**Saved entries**
::::

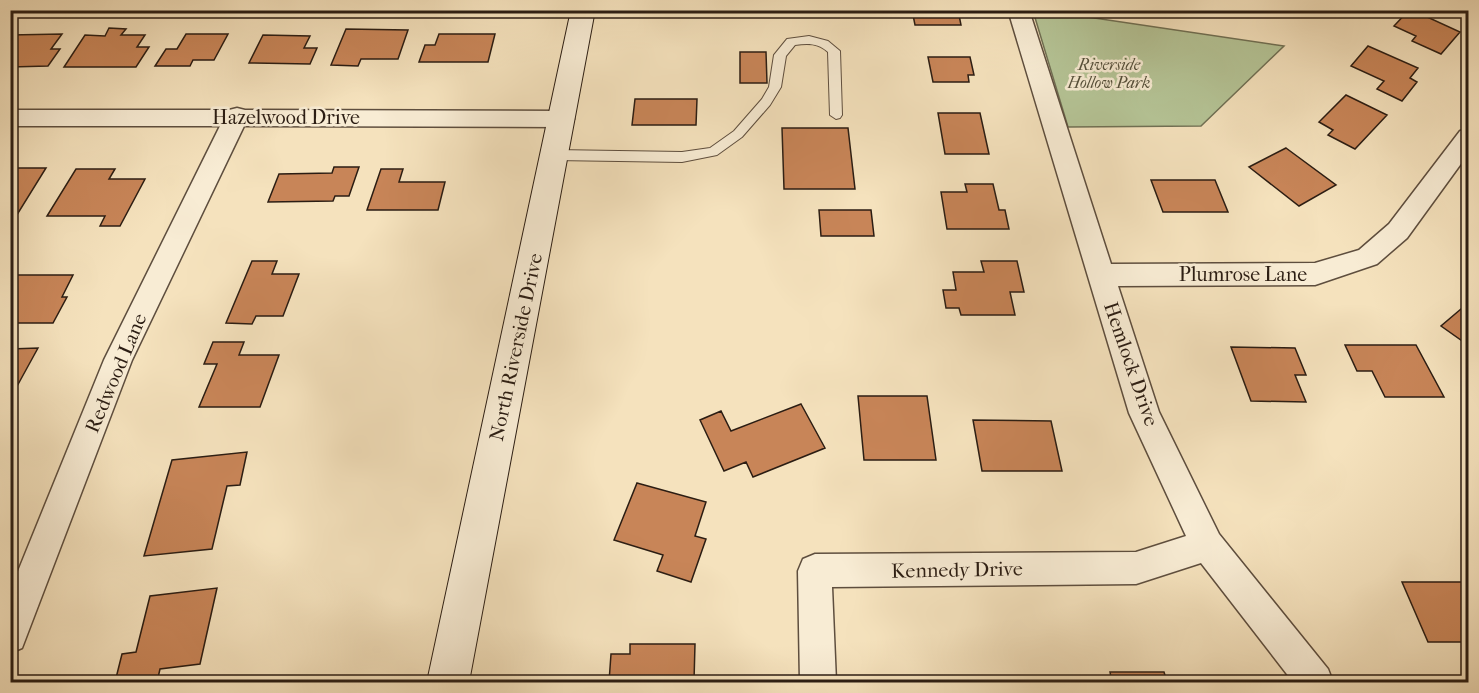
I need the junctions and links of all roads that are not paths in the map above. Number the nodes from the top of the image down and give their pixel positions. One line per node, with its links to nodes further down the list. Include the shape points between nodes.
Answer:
1 (583, 10): 6 (street, North Riverside Drive)
2 (1018, 10): 9 (street, Hemlock Drive)
3 (836, 115): 8 (lane, via 834,51 826,42 811,39 791,42 780,55 775,87 766,102 738,134 713,152 682,157)
4 (237, 116): 5 (street, Hazelwood Drive); 6 (street, Hazelwood Drive); 11 (street, Redwood Lane, via 118,360)
5 (10, 118)
6 (562, 119): 8 (street, North Riverside Drive)
7 (1468, 137): 9 (street, Plumrose Lane, via 1398,231 1368,257 1316,274)
8 (555, 155): 12 (street, North Riverside Drive)
9 (1101, 275): 10 (street, Hemlock Drive, via 1144,413)
10 (1207, 545): 13 (street, Kennedy Drive, via 1136,568 815,572); 14 (street, Hemlock Drive)
11 (10, 636)
12 (448, 682)
13 (818, 682)
14 (1315, 682)

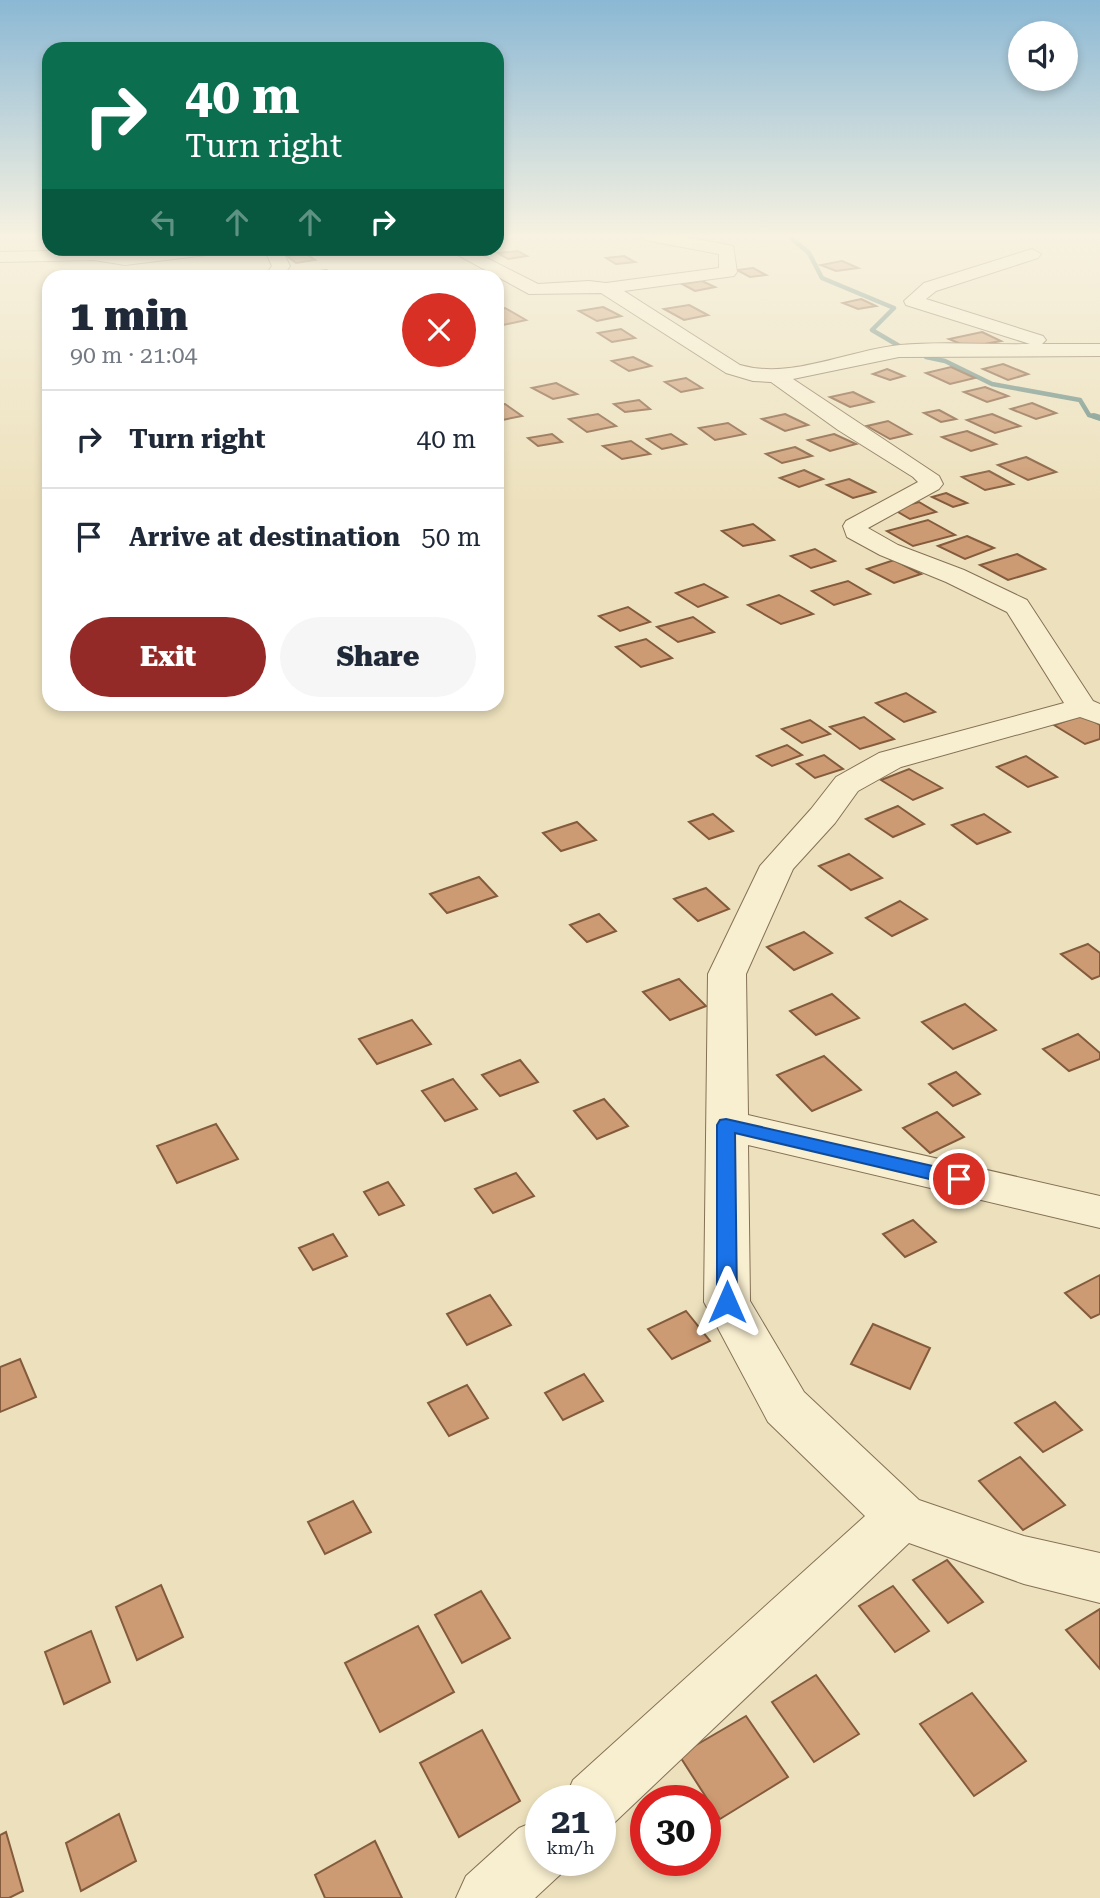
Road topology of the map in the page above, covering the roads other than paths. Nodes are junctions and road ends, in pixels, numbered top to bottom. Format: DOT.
graph roads {
  1 [pos="662,324"];
  2 [pos="982,324"];
  3 [pos="1065,350"];
  4 [pos="1100,350"];
  5 [pos="776,376"];
  6 [pos="1091,711"];
  7 [pos="726,1125"];
  8 [pos="1100,1212"];
  9 [pos="901,1517"];
  10 [pos="1100,1578"];
  11 [pos="611,1785"];
  12 [pos="525,1864"];
  13 [pos="488,1898"];
  1 -- 5 [label="street"];
  2 -- 3 [label="street"];
  3 -- 4 [label="street"];
  3 -- 5 [label="street"];
  5 -- 6 [label="street"];
  6 -- 7 [label="street"];
  7 -- 8 [label="street"];
  7 -- 9 [label="street"];
  9 -- 10 [label="street"];
  9 -- 11 [label="street"];
  12 -- 13 [label="street"];
}
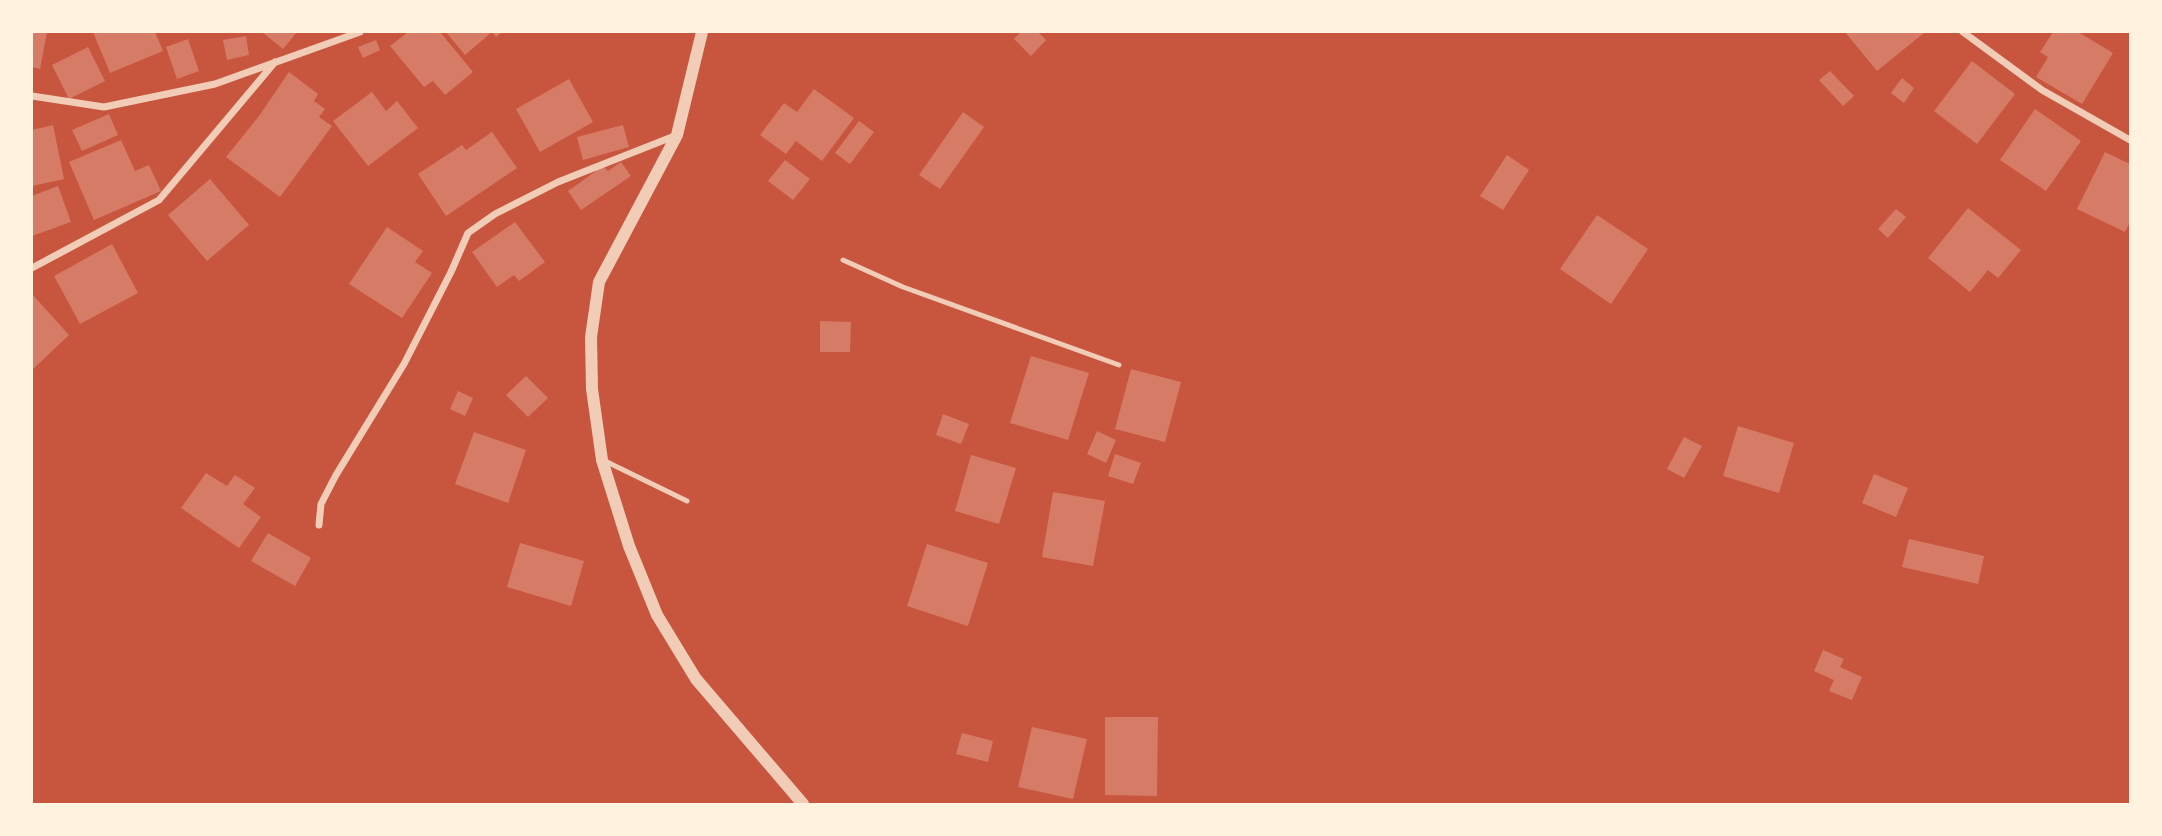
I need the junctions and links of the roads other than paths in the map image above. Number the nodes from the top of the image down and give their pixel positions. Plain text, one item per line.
1 (360, 32) edge
2 (702, 32) edge
3 (1964, 32) edge
4 (275, 62) junction
5 (32, 96) edge
6 (677, 135) junction
7 (2130, 140) edge
8 (843, 260) dead end
9 (32, 268) edge
10 (1119, 365) dead end
11 (602, 460) junction
12 (687, 501) dead end
13 (319, 525) dead end
14 (803, 804) edge

1 - 4 street
2 - 6 street
3 - 7 street
4 - 5 street
4 - 9 street
6 - 11 street
6 - 13 street
8 - 10 lane
11 - 12 lane
11 - 14 street

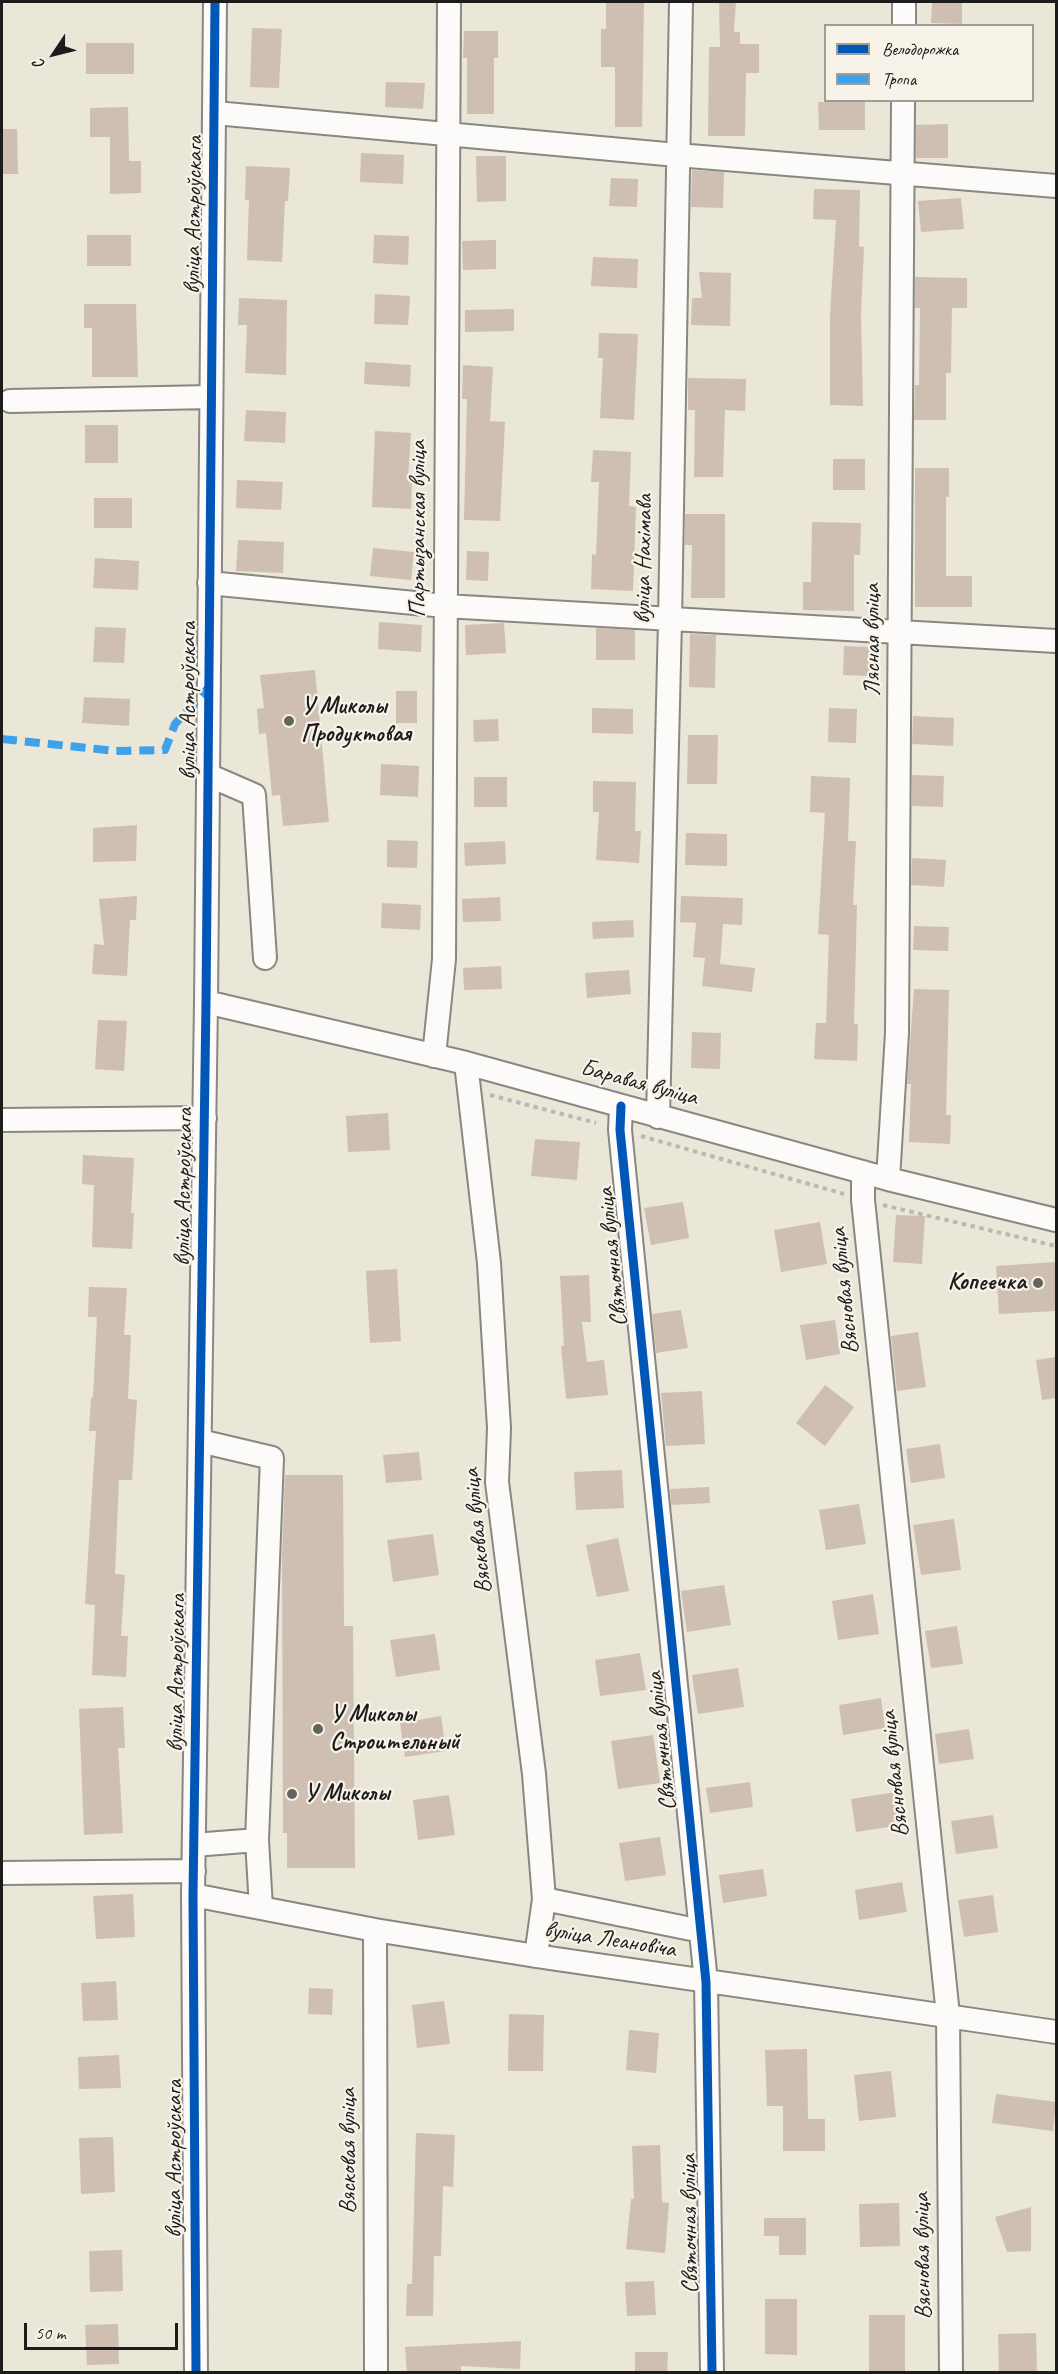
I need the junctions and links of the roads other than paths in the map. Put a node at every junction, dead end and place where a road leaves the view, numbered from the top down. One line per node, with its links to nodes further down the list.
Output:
1 (215, 2): 7 (street, вуліца Астроўскага)
2 (449, 2): 8 (street, Партызанская вуліца)
3 (681, 2): 9 (street, вуліца Нахімава)
4 (904, 2): 5 (street)
5 (904, 24)
6 (903, 102): 10 (street, Лясная вуліца)
7 (215, 113): 8 (street); 12 (street, вуліца Астроўскага)
8 (447, 133): 9 (street); 15 (street, Партызанская вуліца)
9 (676, 155): 10 (street); 16 (street, вуліца Нахімава)
10 (903, 172): 11 (street); 17 (street, Лясная вуліца)
11 (1056, 186)
12 (211, 397): 13 (street); 14 (street, вуліца Астроўскага)
13 (9, 401)
14 (209, 583): 15 (street); 19 (street, вуліца Астроўскага)
15 (445, 606): 16 (street); 22 (street, Партызанская вуліца)
16 (670, 620): 17 (street); 25 (street, вуліца Нахімава)
17 (900, 631): 18 (street); 29 (street, Лясная вуліца)
18 (1056, 641)
19 (208, 775): 20 (street); 21 (street, вуліца Астроўскага)
20 (265, 958)
21 (206, 1002): 22 (street, Баравая вуліца); 26 (street, вуліца Астроўскага)
22 (434, 1056): 23 (street, Баравая вуліца)
23 (466, 1063): 24 (street, Баравая вуліца); 37 (street, Вясковая вуліца)
24 (621, 1107): 25 (street, Баравая вуліца); 40 (street, Святочная вуліца)
25 (658, 1117): 28 (street, Баравая вуліца)
26 (205, 1118): 27 (street); 31 (street, вуліца Астроўскага)
27 (2, 1120)
28 (863, 1172): 29 (street, Баравая вуліца); 43 (street, Вясновая вуліца)
29 (888, 1179): 30 (street, Баравая вуліца)
30 (1056, 1221)
31 (200, 1441): 32 (street); 33 (street, вуліца Астроўскага)
32 (257, 1840): 33 (street); 38 (street)
33 (194, 1845): 34 (street, вуліца Астроўскага)
34 (194, 1871): 35 (street); 36 (street, вуліца Астроўскага)
35 (2, 1873)
36 (193, 1895): 38 (street, вуліца Леановіча); 45 (street, вуліца Астроўскага)
37 (544, 1899): 40 (street); 41 (street, Вясковая вуліца)
38 (261, 1908): 39 (street, вуліца Леановіча)
39 (375, 1930): 41 (street, вуліца Леановіча); 46 (street, Вясковая вуліца)
40 (701, 1931): 42 (street, Святочная вуліца)
41 (536, 1956): 42 (street, вуліца Леановіча)
42 (706, 1982): 43 (street, вуліца Леановіча); 47 (street, Святочная вуліца)
43 (948, 2015): 44 (street, вуліца Леановіча); 48 (street, Вясновая вуліца)
44 (1056, 2032)
45 (196, 2373)
46 (376, 2373)
47 (712, 2373)
48 (951, 2373)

::::

**The problem**
Search the entries for the string "with". Copy every line that has it.

**Reply to the exercise**
I need the junctions and links of all roads that are not paths in the map above. Number the nodes from the top of the image down and give their pixel positions. One line per node, with its links to nodes further down the list. Include the shape points between nodes.
I need the junctions and links of the roads other than paths in the map. Put a node at every junction, dead end and place where a road leaves the view, numbered from the top down. One line per node, with its links to nodes further down the list.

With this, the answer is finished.